Top five things SMEs want from government

OCTOBER 9, 2015

A new research study shows there are five things South African business owners would especially like government to help them with in order for them to thrive.

They would like the SA government to control energy and utility costs, to reduce red tape, to simplify labour regulation, to reduce business rates and taxes and to bring stability to foreign exchange rates.

According to the latest research by international enterprise software company Sage, 96% of South African business owners claim never to have received financial or other support from the national government as they strive to build their companies.

More than half (54%) of small and medium enterprise (SME) owners in SA also indicated that they did not take a holiday last year and 70% put in more time than the standard 40 hour-week to grow their businesses.

Compared to statistics from other countries, South African entrepreneurs are making strong contributions towards job creation and supporting volunteer work among their employees, according to the research.

Of the respondents, 32% said that they expect to hire more than five employees in the next two years, while 10% said they’ll hire as many as 20 employees in two years.

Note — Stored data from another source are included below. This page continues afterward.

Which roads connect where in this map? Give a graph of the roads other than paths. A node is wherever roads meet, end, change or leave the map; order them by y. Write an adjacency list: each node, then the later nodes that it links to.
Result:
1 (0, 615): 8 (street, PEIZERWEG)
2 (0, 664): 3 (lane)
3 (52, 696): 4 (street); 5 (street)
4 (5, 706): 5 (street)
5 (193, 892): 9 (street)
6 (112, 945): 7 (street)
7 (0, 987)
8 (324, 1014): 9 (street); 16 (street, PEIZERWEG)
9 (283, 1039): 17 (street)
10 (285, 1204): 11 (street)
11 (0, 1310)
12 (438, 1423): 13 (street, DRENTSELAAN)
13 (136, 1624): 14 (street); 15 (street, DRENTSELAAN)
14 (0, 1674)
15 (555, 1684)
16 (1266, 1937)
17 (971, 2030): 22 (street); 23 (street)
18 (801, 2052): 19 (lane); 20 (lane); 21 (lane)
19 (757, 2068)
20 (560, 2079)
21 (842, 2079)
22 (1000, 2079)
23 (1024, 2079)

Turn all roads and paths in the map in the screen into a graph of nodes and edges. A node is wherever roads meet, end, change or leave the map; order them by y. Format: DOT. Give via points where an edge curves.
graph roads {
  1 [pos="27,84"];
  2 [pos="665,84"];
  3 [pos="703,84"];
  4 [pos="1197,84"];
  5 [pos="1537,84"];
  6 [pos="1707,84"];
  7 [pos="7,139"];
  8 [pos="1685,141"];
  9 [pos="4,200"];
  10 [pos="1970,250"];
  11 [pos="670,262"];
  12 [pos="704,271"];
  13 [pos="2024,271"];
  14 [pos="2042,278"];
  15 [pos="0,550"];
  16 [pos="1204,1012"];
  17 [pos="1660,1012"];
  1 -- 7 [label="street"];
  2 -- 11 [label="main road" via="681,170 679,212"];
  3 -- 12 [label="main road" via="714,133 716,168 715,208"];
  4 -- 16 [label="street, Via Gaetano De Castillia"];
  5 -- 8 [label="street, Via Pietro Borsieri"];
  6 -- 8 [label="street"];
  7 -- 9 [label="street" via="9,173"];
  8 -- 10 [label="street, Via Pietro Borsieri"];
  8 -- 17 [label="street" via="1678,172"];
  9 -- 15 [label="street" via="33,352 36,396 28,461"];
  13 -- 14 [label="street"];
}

"This highlights just how important the small business sector will be in helping to reverse the current trend of job losses in South African industries such as mining and telecoms," said Sage.
"An impressive 80% of South African business owners make personal donations to charities and non-profit organisations, while 32% encourage their employees to volunteer. This shows how a prosperous SME helps to create and share wealth throughout the community."
According to Ivan Epstein, CEO of Sage AAMEA (Africa, Australia, Middle East and Asia) and the chair of the Sage Foundation SMEs are the engine of the SA economy and these entrepreneurial leaders should be seen as heroes willing to take risks and make sacrifices to try and create growth and jobs.
“Against this backdrop, it is encouraging to hear the Ministry of Small Business call for the private and public sectors to work together to invest in and support small businesses and cooperatives to reduce the levels of poverty in South Africa. The right kind of support from government could change the trajectory of the local economy as a whole,” said Epstein.
In his view one of the biggest barriers to the success of SMEs in South Africa is education. Last month research by the SA Institute of Chartered Accountants (Saica) found the main reasons for SME failure were cash flow related. The survey also found that SME success increased with mentorship and technical assistance.
Red tape also came up in this survey as one of the big issues businesses would like government to tackle. Saica said it will share its 2015 survey results with various government departments in the hope that it could influence policies for the small business sector.
The National Development Plan (NDP) tasks SMEs with creating 90% of new employment by 2030.